■ **Your assignment**
Please make an exact copy of the listing, without the pictures.

Start of Data for review

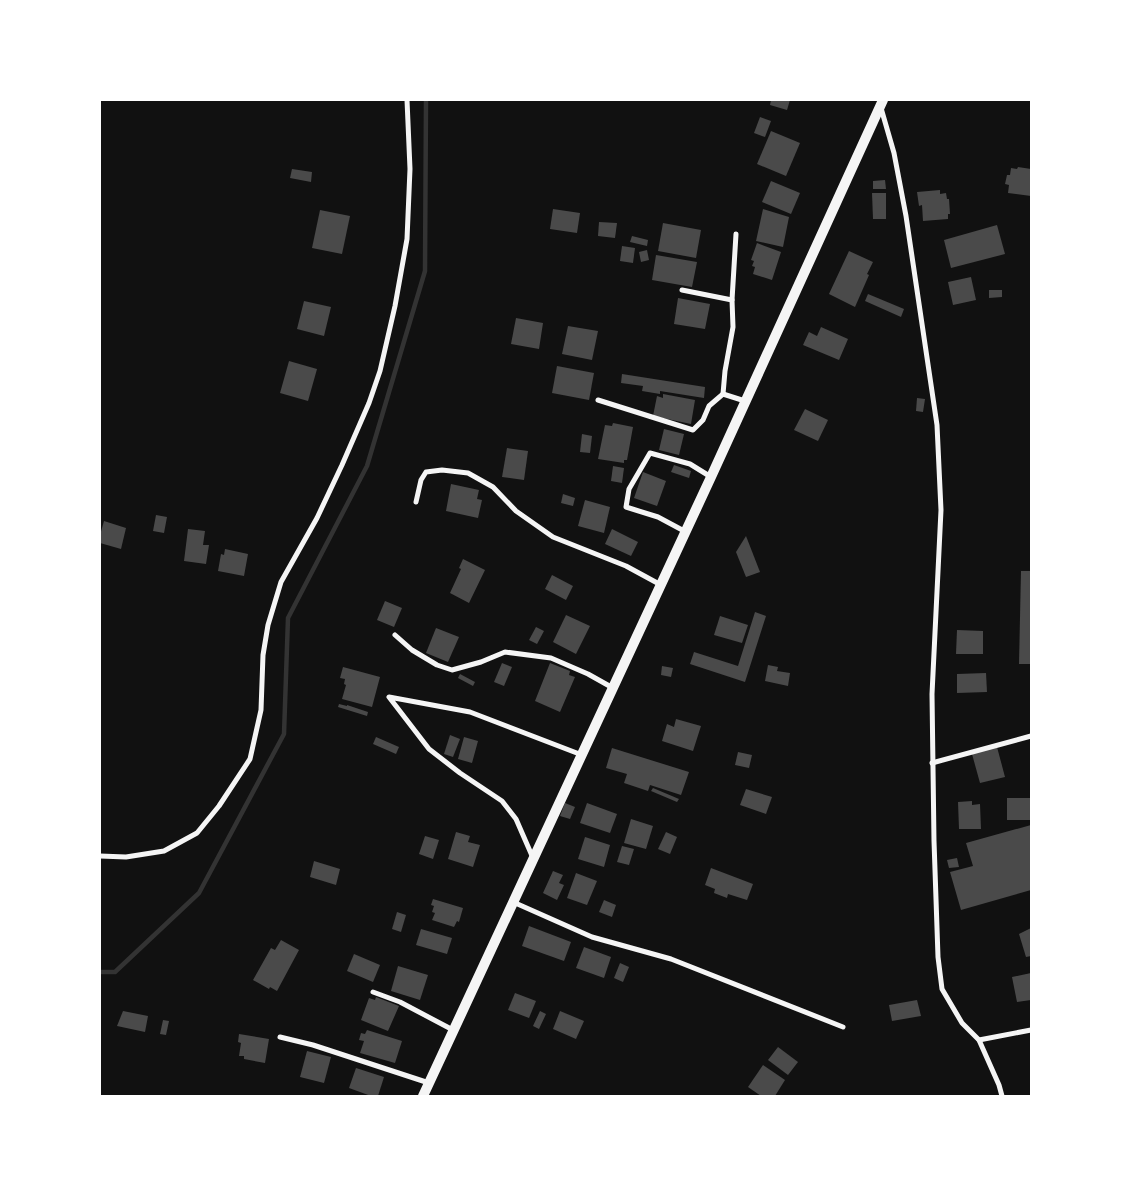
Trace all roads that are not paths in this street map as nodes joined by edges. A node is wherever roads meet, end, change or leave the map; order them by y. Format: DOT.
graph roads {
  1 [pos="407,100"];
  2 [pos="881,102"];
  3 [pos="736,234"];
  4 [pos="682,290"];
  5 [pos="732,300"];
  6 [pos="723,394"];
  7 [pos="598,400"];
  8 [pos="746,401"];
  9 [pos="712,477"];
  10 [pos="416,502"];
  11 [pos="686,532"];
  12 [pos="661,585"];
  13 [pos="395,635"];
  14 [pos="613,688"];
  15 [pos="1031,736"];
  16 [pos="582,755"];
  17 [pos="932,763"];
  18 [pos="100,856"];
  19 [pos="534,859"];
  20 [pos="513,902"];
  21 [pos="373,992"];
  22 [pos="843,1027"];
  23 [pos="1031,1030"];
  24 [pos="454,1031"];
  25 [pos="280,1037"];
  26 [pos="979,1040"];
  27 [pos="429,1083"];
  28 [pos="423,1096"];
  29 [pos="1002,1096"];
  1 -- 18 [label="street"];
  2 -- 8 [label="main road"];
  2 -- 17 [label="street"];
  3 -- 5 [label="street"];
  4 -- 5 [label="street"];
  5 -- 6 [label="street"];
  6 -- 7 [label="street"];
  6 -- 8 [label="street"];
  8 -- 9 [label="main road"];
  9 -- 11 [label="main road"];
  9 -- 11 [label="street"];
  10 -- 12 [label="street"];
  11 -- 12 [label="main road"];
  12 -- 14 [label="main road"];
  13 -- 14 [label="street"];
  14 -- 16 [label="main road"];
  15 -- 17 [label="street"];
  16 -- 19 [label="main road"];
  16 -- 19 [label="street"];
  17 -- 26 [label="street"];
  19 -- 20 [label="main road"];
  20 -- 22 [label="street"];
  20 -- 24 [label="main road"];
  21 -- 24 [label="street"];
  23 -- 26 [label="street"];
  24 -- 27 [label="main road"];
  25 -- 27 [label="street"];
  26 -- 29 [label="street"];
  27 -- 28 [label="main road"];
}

End of Data for review

■ **Answer space**
Trace all roads that are not paths in this street map as nodes joined by edges. A node is wherever roads meet, end, change or leave the map; order them by y. Format: DOT.
graph roads {
  1 [pos="407,100"];
  2 [pos="881,102"];
  3 [pos="736,234"];
  4 [pos="682,290"];
  5 [pos="732,300"];
  6 [pos="723,394"];
  7 [pos="598,400"];
  8 [pos="746,401"];
  9 [pos="712,477"];
  10 [pos="416,502"];
  11 [pos="686,532"];
  12 [pos="661,585"];
  13 [pos="395,635"];
  14 [pos="613,688"];
  15 [pos="1031,736"];
  16 [pos="582,755"];
  17 [pos="932,763"];
  18 [pos="100,856"];
  19 [pos="534,859"];
  20 [pos="513,902"];
  21 [pos="373,992"];
  22 [pos="843,1027"];
  23 [pos="1031,1030"];
  24 [pos="454,1031"];
  25 [pos="280,1037"];
  26 [pos="979,1040"];
  27 [pos="429,1083"];
  28 [pos="423,1096"];
  29 [pos="1002,1096"];
  1 -- 18 [label="street"];
  2 -- 8 [label="main road"];
  2 -- 17 [label="street"];
  3 -- 5 [label="street"];
  4 -- 5 [label="street"];
  5 -- 6 [label="street"];
  6 -- 7 [label="street"];
  6 -- 8 [label="street"];
  8 -- 9 [label="main road"];
  9 -- 11 [label="main road"];
  9 -- 11 [label="street"];
  10 -- 12 [label="street"];
  11 -- 12 [label="main road"];
  12 -- 14 [label="main road"];
  13 -- 14 [label="street"];
  14 -- 16 [label="main road"];
  15 -- 17 [label="street"];
  16 -- 19 [label="main road"];
  16 -- 19 [label="street"];
  17 -- 26 [label="street"];
  19 -- 20 [label="main road"];
  20 -- 22 [label="street"];
  20 -- 24 [label="main road"];
  21 -- 24 [label="street"];
  23 -- 26 [label="street"];
  24 -- 27 [label="main road"];
  25 -- 27 [label="street"];
  26 -- 29 [label="street"];
  27 -- 28 [label="main road"];
}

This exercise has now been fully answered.